Du côté des conjointes, l'incertitude est palpable : "Parmi celles avec qui j'ai pu discuter, certaines se sont réinscrites pour les parloirs", affirme la jeune femme. "Mais les conditions sont très floues. Les autres attendent les retours des premières avant de se déplacer, parfois par peur d'être contaminées ou de contaminer leurs proches. Elles ne savent pas non plus si elles vont pouvoir à nouveau laver le linge de leur compagnon".

Sur le site de l'OIP, les questions abondent, encore aujourd'hui. Preuve que l'information en prison reste difficile d'accès. Quand certains ont des interrogations purement pratiques, d'autres pointent le manque de cohérence des mesures de sécurité : "Les surveillants ne portent pas leur masque, et nous on ne peut même pas toucher nos proches au parloir ?", lance l'un d'eux.

Un autre, inquiet, alerte sur la santé mentale entre quatre murs : "Les détenus vont craquer. Il y a des cas contaminés, tout le monde a changé d'aile, il y a des risques d'altercations entre détenus."

Ce qui revient le plus, c'est l'impossibilité fréquente de se toucher. "Je conçois très bien que le port du masque soit indispensable", rapporte la compagne d'un homme incarcéré à Muret. "Mais une table de deux mètres tenant toute la largeur du box et interdisant tout contact l'est-elle réellement ? (...) J'ai énormément pris sur moi pour que mon compagnon ne voie rien, mais lorsque je suis sortie, j'étais en larmes. J'y retourne quand même cette semaine car je sais bien que lui compte sur moi".

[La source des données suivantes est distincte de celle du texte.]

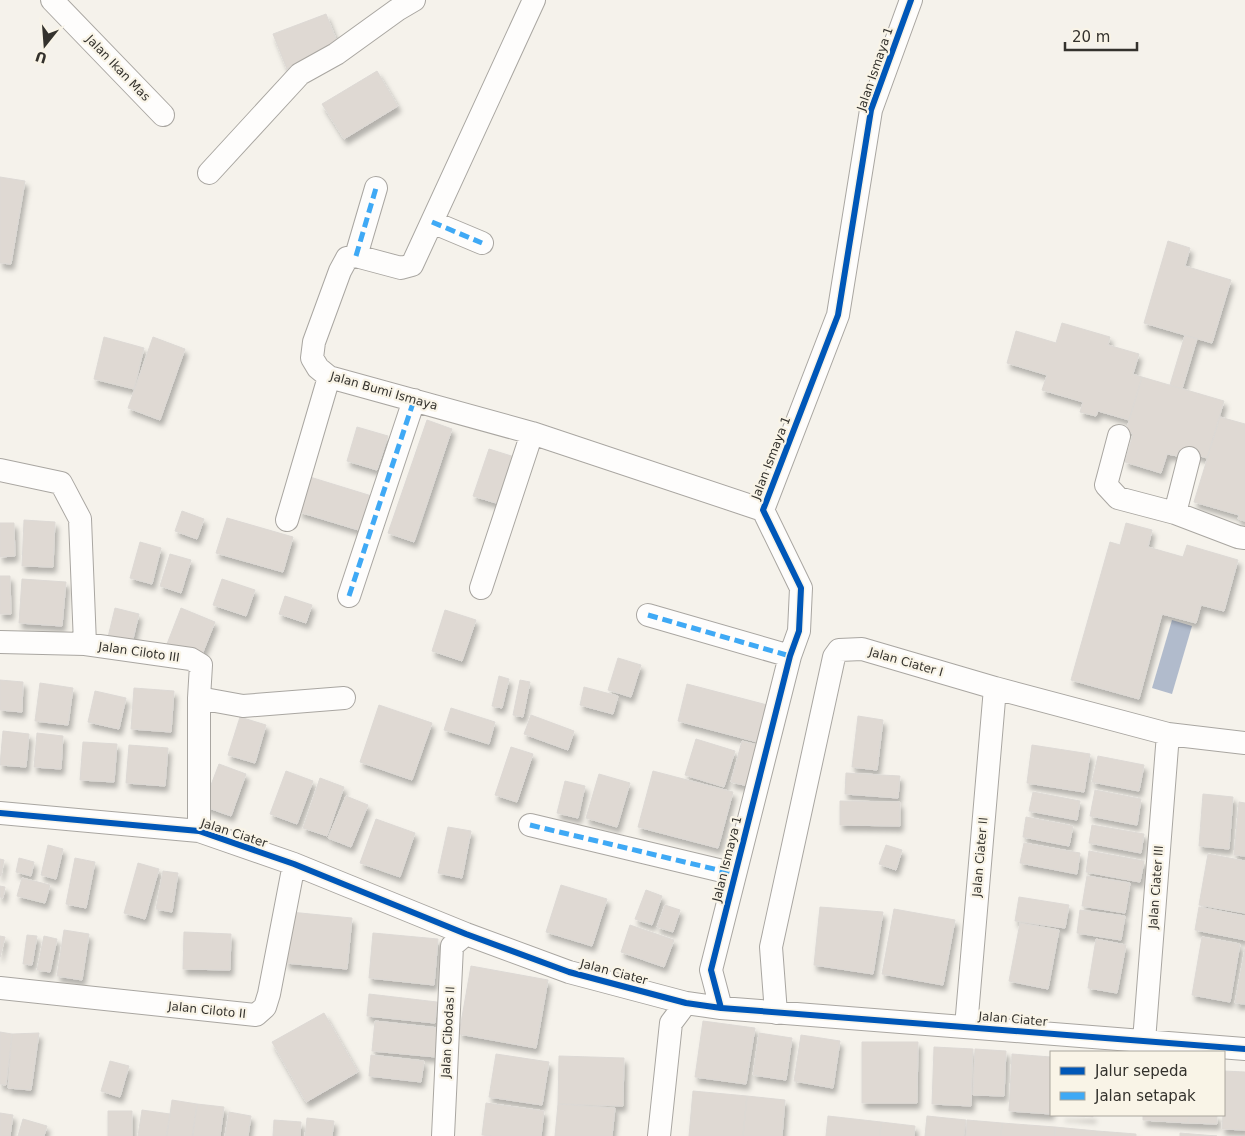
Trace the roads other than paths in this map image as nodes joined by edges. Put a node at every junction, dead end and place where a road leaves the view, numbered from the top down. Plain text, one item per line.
1 (52, 0) edge
2 (414, 0) edge
3 (534, 0) edge
4 (911, 0) edge
5 (163, 115) dead end
6 (209, 173) dead end
7 (376, 188) dead end
8 (432, 222) junction
9 (482, 243) dead end
10 (356, 256) junction
11 (329, 377) junction
12 (414, 400) junction
13 (532, 433) junction
14 (1119, 436) dead end
15 (1189, 458) dead end
16 (0, 470) edge
17 (763, 510) junction
18 (1175, 513) junction
19 (287, 520) dead end
20 (1245, 538) edge
21 (481, 588) dead end
22 (349, 596) dead end
23 (648, 615) dead end
24 (0, 642) edge
25 (85, 644) junction
26 (790, 656) junction
27 (995, 688) junction
28 (199, 698) junction
29 (344, 698) dead end
30 (1168, 734) junction
31 (1245, 743) edge
32 (0, 813) edge
33 (530, 825) dead end
34 (199, 831) junction
35 (294, 864) junction
36 (735, 874) junction
37 (466, 934) junction
38 (0, 988) edge
39 (686, 1003) junction
40 (721, 1008) junction
41 (776, 1012) junction
42 (966, 1026) junction
43 (1144, 1041) junction
44 (1245, 1048) edge
45 (443, 1136) edge
46 (659, 1136) edge

1 - 5 street, Jalan Ikan Mas
2 - 6 street
3 - 8 street
4 - 17 street, Jalan Ismaya 1
7 - 10 street
8 - 9 street
8 - 10 street
10 - 11 street, Jalan Bumi Ismaya
11 - 12 street, Jalan Bumi Ismaya
11 - 19 street
12 - 13 street, Jalan Bumi Ismaya
12 - 22 street
13 - 17 street, Jalan Bumi Ismaya
13 - 21 street
14 - 18 street
15 - 18 street
16 - 25 street
17 - 26 street, Jalan Ismaya 1
18 - 20 street
23 - 26 street
24 - 25 street, Jalan Ciloto III
25 - 28 street, Jalan Ciloto III
26 - 36 street, Jalan Ismaya 1
27 - 30 street, Jalan Ciater I
27 - 41 street, Jalan Ciater I
27 - 42 street, Jalan Ciater II
28 - 29 street
28 - 34 street, Jalan Ciloto III
30 - 31 street, Jalan Ciater I
30 - 43 street, Jalan Ciater III
32 - 34 street, Jalan Ciater
33 - 36 street
34 - 35 street, Jalan Ciater
35 - 37 street, Jalan Ciater
35 - 38 street, Jalan Ciloto II
36 - 40 street, Jalan Ismaya 1
37 - 39 street, Jalan Ciater
37 - 45 street, Jalan Cibodas II
39 - 40 street, Jalan Ciater
39 - 46 street
40 - 41 street, Jalan Ciater
41 - 42 street, Jalan Ciater
42 - 43 street, Jalan Ciater
43 - 44 street, Jalan Ciater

Au 24 mai 2020, le compte affichait 119 détenus et 300 agents positifs au Covid-19. Pour ce qui est des dégâts psychologiques de ce confinement en prison, en revanche, le bilan sera certainement plus lourd. Pour Louise, une chose est sûre, la justice doit intervenir. "J'espère qu'il y aura des recours devant la Cour européenne des droits de l'homme", conclut-elle. "Ce n'est pas normal de traiter les gens comme ça".